As Midland County judge, she helped found the Permian Basin Regional Planning Commission, served as its chair in 1974 and served as president of the National Association of Regional Councils in 1976.
Barbara Green Culver Clack was born in Dallas and graduated from Texas Tech University in 1947. She and her first husband, John Culver, practiced law together in Midland for 10 years after their graduation from the Southern Methodist University Law School in 1951. John Culver, a World War II veteran, lost his eyesight in the war but was determined to study law. She was paid at first to read for him in law school, but decided if she were going to read all that law she should get a law degree, too.
They were married in November 1951. John Culver died in 1981.

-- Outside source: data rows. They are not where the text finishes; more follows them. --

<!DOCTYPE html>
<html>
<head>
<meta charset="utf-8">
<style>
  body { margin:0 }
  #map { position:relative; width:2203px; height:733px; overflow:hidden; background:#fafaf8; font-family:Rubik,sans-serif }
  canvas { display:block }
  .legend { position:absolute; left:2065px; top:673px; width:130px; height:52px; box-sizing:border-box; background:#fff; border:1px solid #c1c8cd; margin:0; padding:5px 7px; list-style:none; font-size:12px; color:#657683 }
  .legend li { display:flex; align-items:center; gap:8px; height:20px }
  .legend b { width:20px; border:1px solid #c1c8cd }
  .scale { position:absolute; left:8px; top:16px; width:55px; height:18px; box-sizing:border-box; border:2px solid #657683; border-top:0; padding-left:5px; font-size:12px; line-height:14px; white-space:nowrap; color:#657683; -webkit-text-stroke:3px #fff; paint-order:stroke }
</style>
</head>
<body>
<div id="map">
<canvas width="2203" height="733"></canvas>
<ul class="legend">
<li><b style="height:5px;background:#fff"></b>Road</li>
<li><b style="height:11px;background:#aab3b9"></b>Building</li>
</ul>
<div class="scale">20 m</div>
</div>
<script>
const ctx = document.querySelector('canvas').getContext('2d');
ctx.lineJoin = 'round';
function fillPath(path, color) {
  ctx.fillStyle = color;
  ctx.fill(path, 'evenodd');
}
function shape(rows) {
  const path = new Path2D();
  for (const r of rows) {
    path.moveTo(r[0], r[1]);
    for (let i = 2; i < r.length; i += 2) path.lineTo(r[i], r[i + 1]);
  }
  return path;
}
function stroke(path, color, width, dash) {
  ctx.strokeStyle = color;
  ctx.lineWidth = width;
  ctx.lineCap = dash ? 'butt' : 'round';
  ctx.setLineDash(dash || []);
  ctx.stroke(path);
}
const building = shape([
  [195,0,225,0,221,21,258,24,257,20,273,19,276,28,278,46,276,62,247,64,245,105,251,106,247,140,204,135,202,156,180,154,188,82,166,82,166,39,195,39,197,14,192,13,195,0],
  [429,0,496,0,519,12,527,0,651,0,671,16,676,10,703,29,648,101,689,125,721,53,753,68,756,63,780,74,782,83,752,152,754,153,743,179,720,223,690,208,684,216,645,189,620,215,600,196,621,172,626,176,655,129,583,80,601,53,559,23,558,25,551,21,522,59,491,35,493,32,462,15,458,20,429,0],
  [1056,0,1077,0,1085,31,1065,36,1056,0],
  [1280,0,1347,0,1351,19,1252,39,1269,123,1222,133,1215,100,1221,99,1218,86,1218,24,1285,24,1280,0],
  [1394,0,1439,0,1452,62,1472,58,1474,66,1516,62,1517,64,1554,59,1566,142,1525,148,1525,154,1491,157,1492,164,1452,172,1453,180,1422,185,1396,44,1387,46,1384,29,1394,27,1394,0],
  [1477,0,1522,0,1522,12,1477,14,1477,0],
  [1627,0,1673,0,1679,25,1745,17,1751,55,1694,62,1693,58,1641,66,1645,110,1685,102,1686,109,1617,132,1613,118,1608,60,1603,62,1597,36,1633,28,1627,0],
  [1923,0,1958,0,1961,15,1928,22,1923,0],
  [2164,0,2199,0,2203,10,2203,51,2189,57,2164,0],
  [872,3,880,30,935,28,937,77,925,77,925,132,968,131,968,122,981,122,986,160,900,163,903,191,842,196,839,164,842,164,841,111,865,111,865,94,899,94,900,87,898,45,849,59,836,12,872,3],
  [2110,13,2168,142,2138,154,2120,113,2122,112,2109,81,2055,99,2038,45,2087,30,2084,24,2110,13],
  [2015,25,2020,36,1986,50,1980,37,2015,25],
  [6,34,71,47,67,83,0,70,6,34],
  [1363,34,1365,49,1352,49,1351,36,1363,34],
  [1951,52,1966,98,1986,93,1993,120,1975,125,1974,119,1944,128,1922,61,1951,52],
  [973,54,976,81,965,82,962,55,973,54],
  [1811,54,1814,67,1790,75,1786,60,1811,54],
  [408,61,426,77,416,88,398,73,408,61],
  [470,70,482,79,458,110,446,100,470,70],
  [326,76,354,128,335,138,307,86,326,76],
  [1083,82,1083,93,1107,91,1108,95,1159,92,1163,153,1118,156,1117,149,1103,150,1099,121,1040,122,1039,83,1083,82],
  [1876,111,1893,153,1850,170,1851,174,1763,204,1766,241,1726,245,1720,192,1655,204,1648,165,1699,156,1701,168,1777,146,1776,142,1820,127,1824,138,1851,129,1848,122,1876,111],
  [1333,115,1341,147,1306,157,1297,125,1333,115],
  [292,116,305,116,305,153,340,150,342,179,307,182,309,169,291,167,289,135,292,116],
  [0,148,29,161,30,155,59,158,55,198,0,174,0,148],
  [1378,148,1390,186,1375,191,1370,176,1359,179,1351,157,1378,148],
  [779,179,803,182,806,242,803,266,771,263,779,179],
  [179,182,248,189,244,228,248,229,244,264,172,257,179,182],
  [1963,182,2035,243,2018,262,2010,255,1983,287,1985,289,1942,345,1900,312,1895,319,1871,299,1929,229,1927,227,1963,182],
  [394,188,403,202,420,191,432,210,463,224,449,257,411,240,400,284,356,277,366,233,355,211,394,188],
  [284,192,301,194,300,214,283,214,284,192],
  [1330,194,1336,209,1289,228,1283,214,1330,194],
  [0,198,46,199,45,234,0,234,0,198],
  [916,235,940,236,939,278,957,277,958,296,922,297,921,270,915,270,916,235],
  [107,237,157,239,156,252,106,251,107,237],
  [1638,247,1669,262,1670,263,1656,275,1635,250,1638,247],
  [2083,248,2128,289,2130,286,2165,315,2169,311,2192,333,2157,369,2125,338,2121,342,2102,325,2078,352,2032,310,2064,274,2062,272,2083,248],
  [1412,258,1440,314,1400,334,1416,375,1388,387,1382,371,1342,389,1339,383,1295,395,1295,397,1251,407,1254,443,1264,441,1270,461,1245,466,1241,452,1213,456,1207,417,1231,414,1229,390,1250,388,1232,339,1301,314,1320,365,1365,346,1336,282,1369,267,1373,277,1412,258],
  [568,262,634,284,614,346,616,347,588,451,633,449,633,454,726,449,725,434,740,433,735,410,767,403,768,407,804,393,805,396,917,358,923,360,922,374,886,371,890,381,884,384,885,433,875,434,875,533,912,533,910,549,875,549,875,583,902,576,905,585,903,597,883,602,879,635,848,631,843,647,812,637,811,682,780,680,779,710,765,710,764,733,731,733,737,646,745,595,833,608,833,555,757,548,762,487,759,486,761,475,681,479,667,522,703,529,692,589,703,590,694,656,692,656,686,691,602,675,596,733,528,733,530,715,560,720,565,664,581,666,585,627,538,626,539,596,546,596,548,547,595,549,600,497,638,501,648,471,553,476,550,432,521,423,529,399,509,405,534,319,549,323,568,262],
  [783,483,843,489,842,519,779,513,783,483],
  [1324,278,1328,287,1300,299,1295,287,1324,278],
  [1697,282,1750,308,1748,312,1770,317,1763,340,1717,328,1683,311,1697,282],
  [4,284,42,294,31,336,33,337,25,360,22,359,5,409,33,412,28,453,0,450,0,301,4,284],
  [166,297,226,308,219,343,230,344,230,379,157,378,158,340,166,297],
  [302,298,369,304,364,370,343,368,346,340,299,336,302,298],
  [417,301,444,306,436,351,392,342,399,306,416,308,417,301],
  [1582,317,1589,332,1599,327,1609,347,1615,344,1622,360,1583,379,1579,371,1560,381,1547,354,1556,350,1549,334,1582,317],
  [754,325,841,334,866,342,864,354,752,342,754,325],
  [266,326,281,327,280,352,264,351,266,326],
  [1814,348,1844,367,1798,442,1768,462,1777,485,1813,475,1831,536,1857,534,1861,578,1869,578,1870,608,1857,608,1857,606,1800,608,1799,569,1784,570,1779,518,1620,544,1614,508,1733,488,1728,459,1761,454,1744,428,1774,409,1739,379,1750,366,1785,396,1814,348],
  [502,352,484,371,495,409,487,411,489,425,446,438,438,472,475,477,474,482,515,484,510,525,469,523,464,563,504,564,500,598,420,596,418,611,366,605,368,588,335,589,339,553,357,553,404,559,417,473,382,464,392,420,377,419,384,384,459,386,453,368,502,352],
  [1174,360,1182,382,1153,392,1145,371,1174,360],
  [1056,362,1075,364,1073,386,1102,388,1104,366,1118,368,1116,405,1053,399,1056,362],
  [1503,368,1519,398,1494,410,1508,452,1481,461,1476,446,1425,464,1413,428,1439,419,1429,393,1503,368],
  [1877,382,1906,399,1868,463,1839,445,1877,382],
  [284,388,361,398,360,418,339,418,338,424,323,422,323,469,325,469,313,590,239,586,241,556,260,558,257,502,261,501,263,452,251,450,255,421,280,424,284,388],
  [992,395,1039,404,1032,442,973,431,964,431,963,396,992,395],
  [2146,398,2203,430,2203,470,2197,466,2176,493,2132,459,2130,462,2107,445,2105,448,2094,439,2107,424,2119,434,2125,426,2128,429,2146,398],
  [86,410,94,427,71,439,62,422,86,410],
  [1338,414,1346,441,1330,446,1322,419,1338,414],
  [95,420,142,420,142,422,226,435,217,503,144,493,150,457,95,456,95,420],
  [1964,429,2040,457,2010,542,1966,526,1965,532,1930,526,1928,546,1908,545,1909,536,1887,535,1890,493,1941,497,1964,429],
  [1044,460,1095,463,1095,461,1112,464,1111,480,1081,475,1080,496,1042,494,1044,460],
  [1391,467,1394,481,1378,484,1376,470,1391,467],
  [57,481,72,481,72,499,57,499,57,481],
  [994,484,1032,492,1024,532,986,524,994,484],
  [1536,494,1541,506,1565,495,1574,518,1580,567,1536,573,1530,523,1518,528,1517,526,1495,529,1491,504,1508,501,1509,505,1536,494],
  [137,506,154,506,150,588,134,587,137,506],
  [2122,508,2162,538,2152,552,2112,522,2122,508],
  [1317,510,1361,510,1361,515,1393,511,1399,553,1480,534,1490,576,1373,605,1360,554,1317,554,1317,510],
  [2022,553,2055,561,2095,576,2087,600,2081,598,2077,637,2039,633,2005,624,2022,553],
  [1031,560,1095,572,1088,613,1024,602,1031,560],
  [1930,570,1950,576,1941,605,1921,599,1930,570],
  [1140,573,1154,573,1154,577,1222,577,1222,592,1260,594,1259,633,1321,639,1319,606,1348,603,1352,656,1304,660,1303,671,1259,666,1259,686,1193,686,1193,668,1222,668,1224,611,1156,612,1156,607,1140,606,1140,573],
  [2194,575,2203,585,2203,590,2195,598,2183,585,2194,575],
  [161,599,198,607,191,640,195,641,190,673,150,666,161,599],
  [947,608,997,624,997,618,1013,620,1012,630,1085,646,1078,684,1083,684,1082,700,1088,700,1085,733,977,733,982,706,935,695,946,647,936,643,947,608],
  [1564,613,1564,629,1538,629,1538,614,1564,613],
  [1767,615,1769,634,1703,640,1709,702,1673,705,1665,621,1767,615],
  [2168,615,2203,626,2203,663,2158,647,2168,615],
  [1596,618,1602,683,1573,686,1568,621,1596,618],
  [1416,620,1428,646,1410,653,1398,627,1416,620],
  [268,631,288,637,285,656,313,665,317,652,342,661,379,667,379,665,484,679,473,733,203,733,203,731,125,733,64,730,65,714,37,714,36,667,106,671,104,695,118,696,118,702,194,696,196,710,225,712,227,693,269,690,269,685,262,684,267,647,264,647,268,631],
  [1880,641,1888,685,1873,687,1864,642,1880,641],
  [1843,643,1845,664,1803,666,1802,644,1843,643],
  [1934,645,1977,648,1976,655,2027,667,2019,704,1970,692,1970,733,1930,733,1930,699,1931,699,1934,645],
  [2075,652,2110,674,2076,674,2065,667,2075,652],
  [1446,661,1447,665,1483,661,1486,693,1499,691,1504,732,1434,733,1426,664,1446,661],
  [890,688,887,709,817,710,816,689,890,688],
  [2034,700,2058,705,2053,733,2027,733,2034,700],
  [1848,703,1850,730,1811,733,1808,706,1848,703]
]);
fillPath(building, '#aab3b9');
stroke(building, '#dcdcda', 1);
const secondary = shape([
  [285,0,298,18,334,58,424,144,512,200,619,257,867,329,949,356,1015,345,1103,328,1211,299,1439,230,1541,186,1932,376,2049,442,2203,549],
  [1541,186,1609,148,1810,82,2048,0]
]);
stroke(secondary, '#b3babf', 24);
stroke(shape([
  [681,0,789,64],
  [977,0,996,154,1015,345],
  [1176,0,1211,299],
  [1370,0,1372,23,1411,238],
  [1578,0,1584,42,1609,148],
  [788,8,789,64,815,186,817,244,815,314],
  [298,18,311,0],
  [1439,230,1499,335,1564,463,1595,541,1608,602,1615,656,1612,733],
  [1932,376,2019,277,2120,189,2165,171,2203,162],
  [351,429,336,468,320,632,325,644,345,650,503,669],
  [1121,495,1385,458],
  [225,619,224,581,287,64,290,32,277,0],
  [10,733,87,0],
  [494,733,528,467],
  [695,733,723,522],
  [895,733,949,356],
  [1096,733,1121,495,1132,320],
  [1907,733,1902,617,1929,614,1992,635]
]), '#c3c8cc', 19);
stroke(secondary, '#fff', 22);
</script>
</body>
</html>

By her reckoning she was the first woman to practice law full time in Midland.
Among her professional honors she was the first recipient, in 1984, of the Judge Sam Emison Memorial Award by the Texas Academy of Family Law Specialists, was a member of the state commission to rewrite the Texas Constitution in 1975-76 and served on the Family Code Project to codify marriage, divorce, custody, child-support and juvenile laws in Texas.
She was honored by Texas Tech and by SMU as a distinguished alumnus.
In November 1988 she married retired Judge James H. Clack of Andrews. Judge Rucker presided over the ceremony.
Judge Clack died in 2014. Also preceding her in death were her sons, Lawrence Lanier Culver and John Bryson Culver. She is survived by her grandchildren and great-grandchildren, who brought her great joy, as well as her many friends. “She counted scores of people among her friends,” Rucker said. “And if she had any adversaries, they were not known.
“In her 90 years on this planet, Barbara made a profound difference in the lives of many. She was all goodness and light.”